We recently had the pleasure of speaking with Liz Barrett, President and Chief Executive Officer of UroGen Pharma, to discuss the battle against Covid-19, silver linings and the opportunities and challenges she expects to see in the upcoming year.
- You could say that Covid-19 is the world’s “common enemy.” Do you think this battle is changing perceptions of the industry?
LB: Absolutely. Covid-19 has brought the industry itself closer together, leading to improvements in speed and collaboration. Whether public or private, big or small pharma, we are showing that we can streamline innovative collaboration and decision-making to fight Covid and bring new treatments to the market at record speed without compromising safety or quality. Overall, critical studies are being done quicker and we are navigating through the regulatory framework with increased dexterity.
We also know that Covid-19 is changing the public’s perception of the pharmaceutical industry for the better. For the first time in a long time, those outside the industry are noticing that companies put people above profits. A recent Harris Poll found that 40% of Americans have a more positive view of the pharma industry than they did before the pandemic. This is certainly a step in the right direction, but there is still a long way to go to educate the general population on the value we bring. We are an industry that exists to improve human health and save lives — it’s really that simple.
- What silver linings, if any, are we seeing during the pandemic?

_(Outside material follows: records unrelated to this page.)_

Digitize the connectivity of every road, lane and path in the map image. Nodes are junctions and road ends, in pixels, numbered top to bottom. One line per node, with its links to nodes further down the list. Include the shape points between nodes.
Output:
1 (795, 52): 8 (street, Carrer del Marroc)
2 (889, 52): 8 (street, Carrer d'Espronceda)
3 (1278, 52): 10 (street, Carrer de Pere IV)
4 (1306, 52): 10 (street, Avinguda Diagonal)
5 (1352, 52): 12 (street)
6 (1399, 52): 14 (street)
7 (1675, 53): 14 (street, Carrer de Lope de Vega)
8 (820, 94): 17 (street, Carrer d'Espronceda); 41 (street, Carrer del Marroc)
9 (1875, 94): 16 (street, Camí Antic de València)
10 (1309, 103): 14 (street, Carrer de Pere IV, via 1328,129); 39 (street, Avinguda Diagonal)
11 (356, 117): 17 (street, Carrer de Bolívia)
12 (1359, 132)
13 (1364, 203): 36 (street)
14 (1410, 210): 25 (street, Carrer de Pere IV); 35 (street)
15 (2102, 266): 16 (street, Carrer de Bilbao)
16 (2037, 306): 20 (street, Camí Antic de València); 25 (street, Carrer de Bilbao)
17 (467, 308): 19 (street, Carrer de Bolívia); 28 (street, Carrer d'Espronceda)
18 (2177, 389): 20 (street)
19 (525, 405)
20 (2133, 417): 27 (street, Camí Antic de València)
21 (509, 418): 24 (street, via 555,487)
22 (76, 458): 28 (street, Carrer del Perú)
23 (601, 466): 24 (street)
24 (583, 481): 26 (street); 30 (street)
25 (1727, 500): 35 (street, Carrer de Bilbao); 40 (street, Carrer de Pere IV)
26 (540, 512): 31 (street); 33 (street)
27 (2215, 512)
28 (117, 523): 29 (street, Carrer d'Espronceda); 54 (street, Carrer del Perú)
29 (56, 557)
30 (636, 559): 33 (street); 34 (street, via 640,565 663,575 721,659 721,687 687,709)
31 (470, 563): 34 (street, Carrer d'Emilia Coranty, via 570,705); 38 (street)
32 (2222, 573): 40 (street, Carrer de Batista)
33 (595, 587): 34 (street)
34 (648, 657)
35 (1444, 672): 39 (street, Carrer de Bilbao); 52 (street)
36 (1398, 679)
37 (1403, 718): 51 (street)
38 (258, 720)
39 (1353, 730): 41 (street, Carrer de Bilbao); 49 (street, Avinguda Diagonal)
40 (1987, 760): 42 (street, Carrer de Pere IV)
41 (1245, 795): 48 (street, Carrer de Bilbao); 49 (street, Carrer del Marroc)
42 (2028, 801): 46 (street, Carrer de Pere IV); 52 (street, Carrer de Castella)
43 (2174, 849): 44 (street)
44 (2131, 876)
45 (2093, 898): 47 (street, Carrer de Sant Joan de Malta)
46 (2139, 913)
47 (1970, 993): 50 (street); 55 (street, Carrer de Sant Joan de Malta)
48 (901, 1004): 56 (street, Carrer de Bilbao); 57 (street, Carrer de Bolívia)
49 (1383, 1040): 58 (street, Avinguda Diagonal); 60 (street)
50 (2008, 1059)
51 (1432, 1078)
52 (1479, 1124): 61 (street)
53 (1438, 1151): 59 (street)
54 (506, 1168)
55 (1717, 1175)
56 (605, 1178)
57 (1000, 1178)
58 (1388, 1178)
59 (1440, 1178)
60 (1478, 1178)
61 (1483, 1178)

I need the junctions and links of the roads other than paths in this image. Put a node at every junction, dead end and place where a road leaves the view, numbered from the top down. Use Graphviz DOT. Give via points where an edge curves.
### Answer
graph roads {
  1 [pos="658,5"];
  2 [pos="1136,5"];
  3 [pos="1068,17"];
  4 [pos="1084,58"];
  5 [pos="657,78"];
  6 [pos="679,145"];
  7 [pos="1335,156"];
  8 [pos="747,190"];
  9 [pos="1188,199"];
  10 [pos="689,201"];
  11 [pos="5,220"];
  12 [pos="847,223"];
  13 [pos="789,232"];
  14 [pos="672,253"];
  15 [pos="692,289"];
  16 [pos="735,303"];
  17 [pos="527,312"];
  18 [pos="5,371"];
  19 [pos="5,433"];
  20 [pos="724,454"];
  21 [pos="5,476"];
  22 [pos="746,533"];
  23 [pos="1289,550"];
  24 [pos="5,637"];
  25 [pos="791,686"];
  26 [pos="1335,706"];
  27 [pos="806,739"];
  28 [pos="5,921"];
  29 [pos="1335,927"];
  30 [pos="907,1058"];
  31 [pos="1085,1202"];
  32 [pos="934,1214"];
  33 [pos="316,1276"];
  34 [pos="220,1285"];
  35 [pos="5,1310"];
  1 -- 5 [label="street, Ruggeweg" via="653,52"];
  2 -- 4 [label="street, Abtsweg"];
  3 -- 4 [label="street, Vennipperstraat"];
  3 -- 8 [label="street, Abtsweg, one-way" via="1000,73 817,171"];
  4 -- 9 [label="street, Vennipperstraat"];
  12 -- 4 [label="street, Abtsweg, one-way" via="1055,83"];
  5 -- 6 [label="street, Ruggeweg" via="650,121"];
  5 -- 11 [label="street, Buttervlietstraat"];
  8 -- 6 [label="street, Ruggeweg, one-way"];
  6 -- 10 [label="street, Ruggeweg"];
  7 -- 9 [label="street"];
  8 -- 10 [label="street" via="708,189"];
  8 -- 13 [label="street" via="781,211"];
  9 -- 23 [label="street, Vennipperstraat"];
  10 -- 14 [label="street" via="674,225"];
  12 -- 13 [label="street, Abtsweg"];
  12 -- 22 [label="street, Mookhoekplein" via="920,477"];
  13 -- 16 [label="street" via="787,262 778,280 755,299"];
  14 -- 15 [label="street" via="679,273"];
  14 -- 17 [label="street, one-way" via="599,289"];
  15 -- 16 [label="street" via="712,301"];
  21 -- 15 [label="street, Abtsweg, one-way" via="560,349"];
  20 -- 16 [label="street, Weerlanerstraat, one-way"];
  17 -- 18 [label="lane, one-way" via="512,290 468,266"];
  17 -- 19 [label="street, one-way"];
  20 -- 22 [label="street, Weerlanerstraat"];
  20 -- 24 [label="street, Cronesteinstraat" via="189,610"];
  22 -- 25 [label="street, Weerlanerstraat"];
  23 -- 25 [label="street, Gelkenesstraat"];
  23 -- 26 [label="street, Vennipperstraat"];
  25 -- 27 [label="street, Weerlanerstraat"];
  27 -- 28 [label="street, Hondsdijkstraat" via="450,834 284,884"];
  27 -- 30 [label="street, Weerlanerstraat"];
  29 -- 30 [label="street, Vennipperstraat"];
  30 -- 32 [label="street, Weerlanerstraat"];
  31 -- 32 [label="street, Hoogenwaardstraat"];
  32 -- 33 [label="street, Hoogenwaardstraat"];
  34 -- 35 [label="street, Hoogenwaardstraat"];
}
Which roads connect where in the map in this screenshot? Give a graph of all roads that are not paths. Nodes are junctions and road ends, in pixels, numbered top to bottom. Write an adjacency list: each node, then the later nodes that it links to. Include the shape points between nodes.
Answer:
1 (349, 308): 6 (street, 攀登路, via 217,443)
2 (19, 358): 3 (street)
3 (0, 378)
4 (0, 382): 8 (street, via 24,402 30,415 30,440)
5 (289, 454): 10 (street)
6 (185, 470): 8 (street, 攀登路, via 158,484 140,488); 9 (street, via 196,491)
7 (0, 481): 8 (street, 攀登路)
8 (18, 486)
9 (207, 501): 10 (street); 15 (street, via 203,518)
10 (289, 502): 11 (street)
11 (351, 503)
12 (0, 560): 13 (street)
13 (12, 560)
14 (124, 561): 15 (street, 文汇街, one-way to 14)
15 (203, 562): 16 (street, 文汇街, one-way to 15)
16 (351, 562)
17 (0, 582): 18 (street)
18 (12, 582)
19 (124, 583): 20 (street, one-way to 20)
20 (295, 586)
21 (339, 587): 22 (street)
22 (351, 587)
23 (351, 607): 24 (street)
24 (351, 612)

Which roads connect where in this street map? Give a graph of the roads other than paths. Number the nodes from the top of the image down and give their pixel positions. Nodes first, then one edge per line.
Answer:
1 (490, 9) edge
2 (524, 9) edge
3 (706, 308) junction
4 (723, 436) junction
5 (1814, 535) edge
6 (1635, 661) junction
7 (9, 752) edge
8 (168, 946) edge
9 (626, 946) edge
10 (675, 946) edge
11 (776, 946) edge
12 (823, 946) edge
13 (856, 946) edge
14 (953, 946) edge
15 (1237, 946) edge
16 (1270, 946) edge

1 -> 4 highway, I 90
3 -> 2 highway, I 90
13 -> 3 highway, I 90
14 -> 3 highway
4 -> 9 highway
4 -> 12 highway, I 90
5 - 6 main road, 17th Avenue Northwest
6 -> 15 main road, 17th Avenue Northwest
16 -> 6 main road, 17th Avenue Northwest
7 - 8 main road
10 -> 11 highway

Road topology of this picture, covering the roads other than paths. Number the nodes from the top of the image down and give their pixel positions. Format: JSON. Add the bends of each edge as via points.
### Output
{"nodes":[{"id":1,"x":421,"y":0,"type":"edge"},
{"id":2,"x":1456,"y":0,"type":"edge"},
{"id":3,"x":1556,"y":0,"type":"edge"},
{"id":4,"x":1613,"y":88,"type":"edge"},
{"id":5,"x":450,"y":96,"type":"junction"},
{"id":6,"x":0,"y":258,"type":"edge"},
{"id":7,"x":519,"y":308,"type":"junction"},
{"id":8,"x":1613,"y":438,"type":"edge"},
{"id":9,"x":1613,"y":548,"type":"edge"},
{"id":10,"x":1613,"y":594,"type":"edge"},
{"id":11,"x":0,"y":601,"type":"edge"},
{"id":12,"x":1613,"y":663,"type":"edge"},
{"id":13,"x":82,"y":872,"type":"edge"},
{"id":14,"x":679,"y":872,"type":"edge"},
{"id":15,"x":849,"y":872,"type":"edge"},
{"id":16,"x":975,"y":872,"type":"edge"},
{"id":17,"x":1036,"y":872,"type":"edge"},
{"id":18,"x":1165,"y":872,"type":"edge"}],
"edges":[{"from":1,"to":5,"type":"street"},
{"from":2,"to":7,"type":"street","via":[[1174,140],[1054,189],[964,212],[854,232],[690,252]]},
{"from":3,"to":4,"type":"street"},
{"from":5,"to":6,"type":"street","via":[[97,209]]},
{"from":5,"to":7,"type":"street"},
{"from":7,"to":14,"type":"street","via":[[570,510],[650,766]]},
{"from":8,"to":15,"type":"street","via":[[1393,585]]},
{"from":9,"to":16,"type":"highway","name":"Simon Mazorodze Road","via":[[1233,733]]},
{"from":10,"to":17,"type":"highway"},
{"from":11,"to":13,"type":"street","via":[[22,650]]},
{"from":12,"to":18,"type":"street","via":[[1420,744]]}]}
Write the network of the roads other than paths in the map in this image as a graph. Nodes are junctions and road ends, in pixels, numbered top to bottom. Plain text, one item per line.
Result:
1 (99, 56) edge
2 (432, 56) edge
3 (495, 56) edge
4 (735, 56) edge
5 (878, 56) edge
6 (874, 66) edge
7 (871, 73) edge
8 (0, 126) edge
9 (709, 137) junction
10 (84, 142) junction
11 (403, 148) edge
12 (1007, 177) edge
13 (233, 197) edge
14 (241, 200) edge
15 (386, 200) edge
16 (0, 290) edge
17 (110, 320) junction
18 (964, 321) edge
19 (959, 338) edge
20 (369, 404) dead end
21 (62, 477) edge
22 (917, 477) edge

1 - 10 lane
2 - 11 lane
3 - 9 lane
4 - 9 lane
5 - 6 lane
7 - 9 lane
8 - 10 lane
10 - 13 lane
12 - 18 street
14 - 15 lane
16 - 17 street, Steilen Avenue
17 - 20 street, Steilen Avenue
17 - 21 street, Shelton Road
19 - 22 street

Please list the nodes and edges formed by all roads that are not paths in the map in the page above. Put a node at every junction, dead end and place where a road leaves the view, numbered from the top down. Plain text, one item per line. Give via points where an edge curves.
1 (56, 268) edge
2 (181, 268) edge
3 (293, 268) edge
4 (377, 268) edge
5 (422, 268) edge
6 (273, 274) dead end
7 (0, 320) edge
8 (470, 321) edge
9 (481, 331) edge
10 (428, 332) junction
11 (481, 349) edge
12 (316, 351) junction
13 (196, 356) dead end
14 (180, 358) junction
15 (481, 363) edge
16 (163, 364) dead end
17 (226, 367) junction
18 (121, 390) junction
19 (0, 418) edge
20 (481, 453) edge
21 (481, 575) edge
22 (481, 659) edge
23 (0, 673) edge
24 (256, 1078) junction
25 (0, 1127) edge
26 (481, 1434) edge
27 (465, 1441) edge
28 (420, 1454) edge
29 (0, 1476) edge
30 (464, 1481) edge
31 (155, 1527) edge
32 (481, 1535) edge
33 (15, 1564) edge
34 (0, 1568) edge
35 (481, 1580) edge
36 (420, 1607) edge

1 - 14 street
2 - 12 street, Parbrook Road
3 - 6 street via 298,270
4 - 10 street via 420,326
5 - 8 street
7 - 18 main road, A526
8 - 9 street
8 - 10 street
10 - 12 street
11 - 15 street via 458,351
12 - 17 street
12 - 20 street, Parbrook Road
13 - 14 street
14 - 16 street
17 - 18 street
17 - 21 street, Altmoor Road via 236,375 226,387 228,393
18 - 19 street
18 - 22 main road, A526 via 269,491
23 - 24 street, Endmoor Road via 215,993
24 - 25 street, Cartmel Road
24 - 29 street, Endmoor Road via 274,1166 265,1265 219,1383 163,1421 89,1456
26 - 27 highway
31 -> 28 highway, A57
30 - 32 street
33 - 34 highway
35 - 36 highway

LB: While navigating Covid certainly has its challenges, I like to think that there are some positives to the situation, such as an increase in charitable work and spending more time, safely, with loved ones. Personally, my family and I are working to give back to our community, whether driving patients to doctors’ appointments, delivering meals or grocery shopping for others. At this time, elderly people are especially isolated and don’t have a lot of interaction with others. One of my favorite stories happened as I was driving a lady to her doctor’s office when she told me, “Pull down your mask, I want to see what you look like.” She missed the joy of fully seeing others.
Another positive is that many are now acknowledging that working from home can be successful and productive. UroGen has always been flexible, but this time allows us to grow as a community and gives us a chance to think and focus on employee diversity, especially now that we have proven we can work differently. As we approach this new year and new world, our main challenge will be to not go back to business as usual but, instead, take advantage of and continue to embrace things that we have learned.
- The industry has been responsible for some big advancements recently, but what are you most excited about moving forward?
LB: The advancements made in oncology over the past decade have been remarkable. Just think about what immunotherapy and cell therapy have meant for patients. We are now able to successfully treat diseases that five years ago were death sentences. And it’s not just oncology where we have seen recent medical breakthroughs. The industry found a cure for Hepatitis C and developed gene and RNA therapies that offer the potential to cure diseases, but also to replace years of expensive and in some cases, ineffective alternative treatments.
One thing I am looking forward to is the further breakthroughs in the complex landscape of Alzheimer’s. We have an aging population and we still haven’t figured this disease out. We look at the science and say, “it should work,” but then it doesn’t. The general population doesn’t realize the amount of times we have failed, and the resources expended in search of an effective treatment. But our industry is not giving up and with a renewed focus — hopefully we will unlock the code to finding new solutions.
- With a new year on the horizon, what do you see as the biggest opportunities and challenges?
LB: One of the biggest opportunities for UroGen is to move beyond our first approved treatment and to continue to grow the company. Our mission is to build novel solutions to treat specialty cancers and urologic diseases because patients deserve better options, and with the approval of our first treatment we are addressing a significant unmet need for patients battling a rare form of cancer. As we move into Phase III with a second investigational therapy and look to build out a robust pipeline, we will continue to focus on high unmet-need diseases in urology & gyn/GI cancers.
A big challenge for industry overall will remain pricing and regulation. Drug pricing is always a challenge, and I worry that it will continue to dominate the public and political debate. It’s time the policy community takes a step back and looks at the healthcare system in total, not just pharmaceuticals. We also know the 340B Drug Discount program is one of the most significant issue facing the industry because it is being used more broadly than intended, increasing discounts and taking precious resources away from innovation. Our industry is committed to ensuring that every patient that needs our medicines has access to them and from a policy perspective, the challenge is how to provide access to medicine in a way that’s understandable and responsible.
- As you look ahead, what is the impact you are trying to make? What do you hope UroGen’s legacy to be?
LB: We had a great year with our first prescription treatment getting approved and our second investigational treatment ready to enter a Phase 3 pivotal trial. Moving forward we want to continue to tackle the underrepresented challenges that other companies may not be addressing. Rather than take UroGen where numerous companies are already focused, such as breast cancer, we want to identify those diseases that are being left behind and show advances in areas where there hasn’t been in many years. For me, my hope is that ultimately UroGen will have brought treatments to patients that were once forgotten.
Liz is an industry leader with extensive experience leading business organizations and Fortune 500 pharmaceutical companies. Prior to UroGen, Liz was CEO of Novartis Oncology and served as Global President of Oncology at Pfizer Inc.